I feel a sting behind my eyes and I force it away. I won’t be ignored! Not again.
When Nikolai grabs a lighter off the desk, I feel my whole body jerk forward. He’s about to light his cigarette when I suddenly move in and grab the end from out of his mouth. Angrily, I chuck the cigarette on the desk, causing him to turn to me with hard eyes. He can see my anger and the corner of his mouth drops down in a frown that should scare me, but I’m too enraged to feel it.
“I need this,” I seethe out, staring him dead in the eye. “Do you hear me? I
need
this!”
“I already gave you my answer,” he replies coldly.
Hysteria conquers my anger. “I have no one else to turn to!”
“I’m not a charity.”
“I’m not asking you to be. I’m telling you that I will pay you back –”
“You have nothing to offer me. You make
nothing
. I know Ivan and he’s a greedy durak. He takes advantage of your situation –”
“You don’t know my situation,” I cut in icily. “You won’t even let me explain it!”
“I know if you owed me, I’d also be taking advantage of you. That would bring shame to my business, and I operate on
respect
.” He moves closer to me, his eyes dead on mine as he continues. “You don’t want to be in my pocket. It’s not a nice place, rybka, and you will hate me for it.”
“Just once,” I tell him, and I’m cringing because it sounds like a plea. “I never ask for help. This isn’t habit. I need a break right now.”
“I can’t help you.”
Those four words cut through me. He won’t budge. I know that now. He decided the second he saw me in here that he wasn’t going to give me a cent. I never had a chance.
I tear my eyes away from him before he could see the tears swimming behind them. I’m exhausted from being on my feet all day, hungry because I haven’t eaten a thing except two bites of mushy pasta in over 24 hours, and angry that my mother is a thieving piece of shit; it’s no surprise I can’t keep my emotions at bay right now. I’m crumbling. I have to go before I fall to the floor and cry at his feet.
Weakness is bad, but showing it is worse.

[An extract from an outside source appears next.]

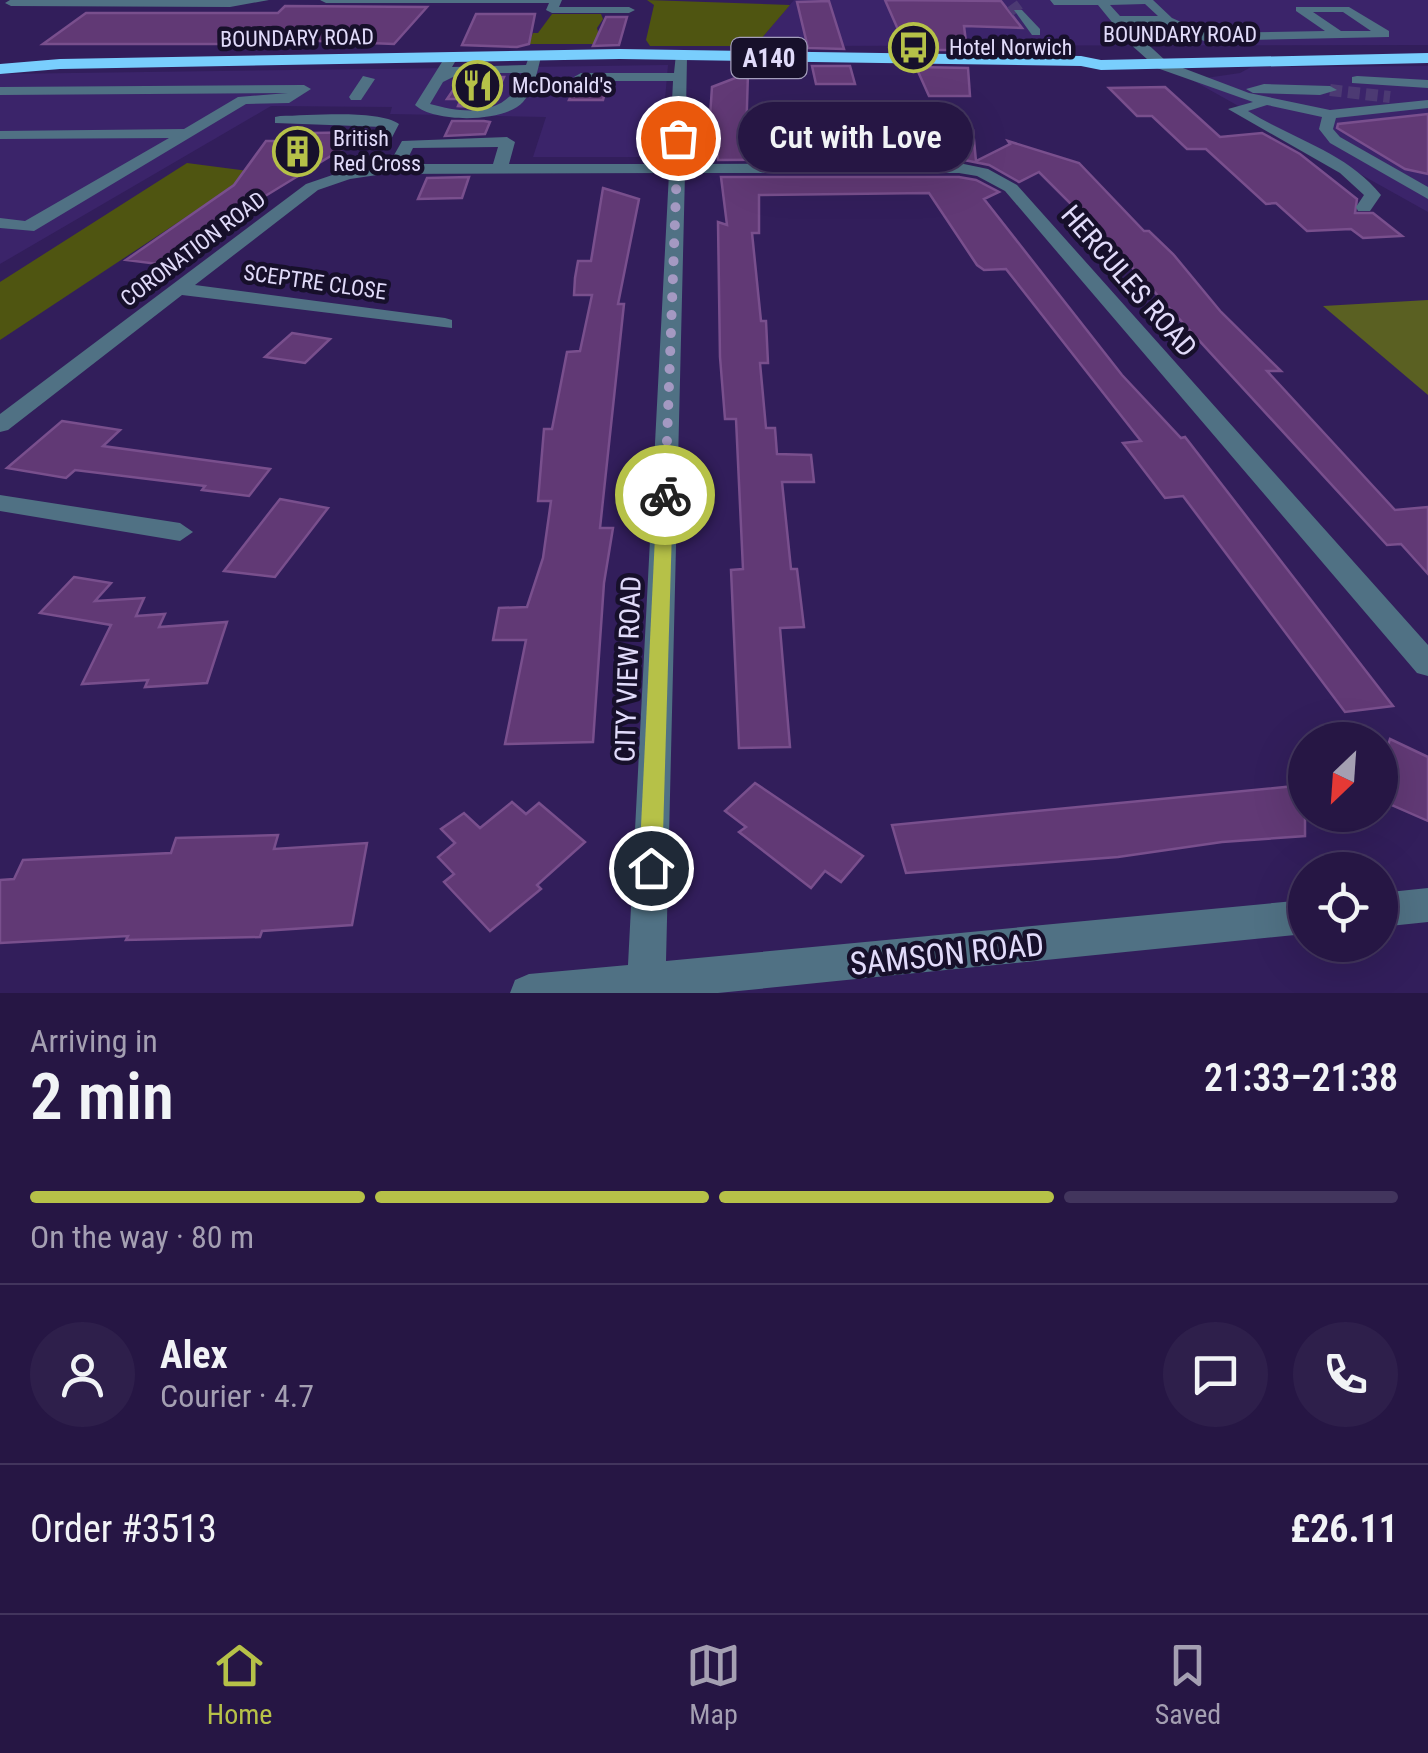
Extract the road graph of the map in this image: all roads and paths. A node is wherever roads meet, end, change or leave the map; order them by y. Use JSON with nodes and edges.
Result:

I eye the door once more and it’s daunting knowing I’m going to step out of here with nothing.
Nothing!
All of this was for
nothing
!
I have no food to feed Scarlett.
I have no food to feed Scarlett.
I have no…
I hear him exhale – he probably just wants me gone – and I’m about to turn when he says, “Wait, rykba.”

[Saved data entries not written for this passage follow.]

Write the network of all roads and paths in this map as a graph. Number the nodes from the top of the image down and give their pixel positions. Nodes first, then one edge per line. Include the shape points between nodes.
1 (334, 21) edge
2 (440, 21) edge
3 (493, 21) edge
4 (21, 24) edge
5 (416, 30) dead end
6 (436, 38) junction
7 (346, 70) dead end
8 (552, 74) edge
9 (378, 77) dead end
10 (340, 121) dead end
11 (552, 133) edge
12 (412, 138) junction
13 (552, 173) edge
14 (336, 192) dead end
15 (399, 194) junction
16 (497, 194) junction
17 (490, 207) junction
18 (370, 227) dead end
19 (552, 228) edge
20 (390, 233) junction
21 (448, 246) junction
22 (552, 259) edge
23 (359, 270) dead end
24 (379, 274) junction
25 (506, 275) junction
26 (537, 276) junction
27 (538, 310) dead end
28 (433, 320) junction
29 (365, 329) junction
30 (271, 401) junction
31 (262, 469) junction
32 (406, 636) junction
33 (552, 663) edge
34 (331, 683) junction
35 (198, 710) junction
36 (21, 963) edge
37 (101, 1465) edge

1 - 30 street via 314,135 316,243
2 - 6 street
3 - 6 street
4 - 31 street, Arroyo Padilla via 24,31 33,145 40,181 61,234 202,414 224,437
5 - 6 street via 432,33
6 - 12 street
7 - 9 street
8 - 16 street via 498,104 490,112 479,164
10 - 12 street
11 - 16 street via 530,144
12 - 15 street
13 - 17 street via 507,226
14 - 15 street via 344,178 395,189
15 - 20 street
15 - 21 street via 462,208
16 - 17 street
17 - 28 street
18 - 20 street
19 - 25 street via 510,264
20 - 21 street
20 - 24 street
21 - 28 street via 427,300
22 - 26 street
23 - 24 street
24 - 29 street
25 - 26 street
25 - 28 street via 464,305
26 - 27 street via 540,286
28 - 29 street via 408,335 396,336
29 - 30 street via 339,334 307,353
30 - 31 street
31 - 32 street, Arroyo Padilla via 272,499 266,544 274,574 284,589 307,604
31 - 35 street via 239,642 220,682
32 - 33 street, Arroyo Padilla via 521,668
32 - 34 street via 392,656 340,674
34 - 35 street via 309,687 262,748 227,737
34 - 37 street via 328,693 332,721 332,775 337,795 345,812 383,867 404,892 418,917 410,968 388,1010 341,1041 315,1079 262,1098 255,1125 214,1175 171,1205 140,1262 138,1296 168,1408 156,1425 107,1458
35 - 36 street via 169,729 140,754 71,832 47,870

I look back at him and wait. He stares at me for a long moment, his face cracking just a little bit. Frustration flashes in his eyes, like he’s battling himself over something. Then I watch as he sticks his hand in his pocket, pulling out a black leather wallet. He eyes me again, his eyes searching mine before he looks into his wallet and pulls out a single note. He folds it in half and holds his hand out to me.
I stare at the note. A crisp hundred. My fingers twitch to take it, but I don’t move an inch. My pride is trumping hunger, and I want to beat it to submission because that hundred is better than nothing.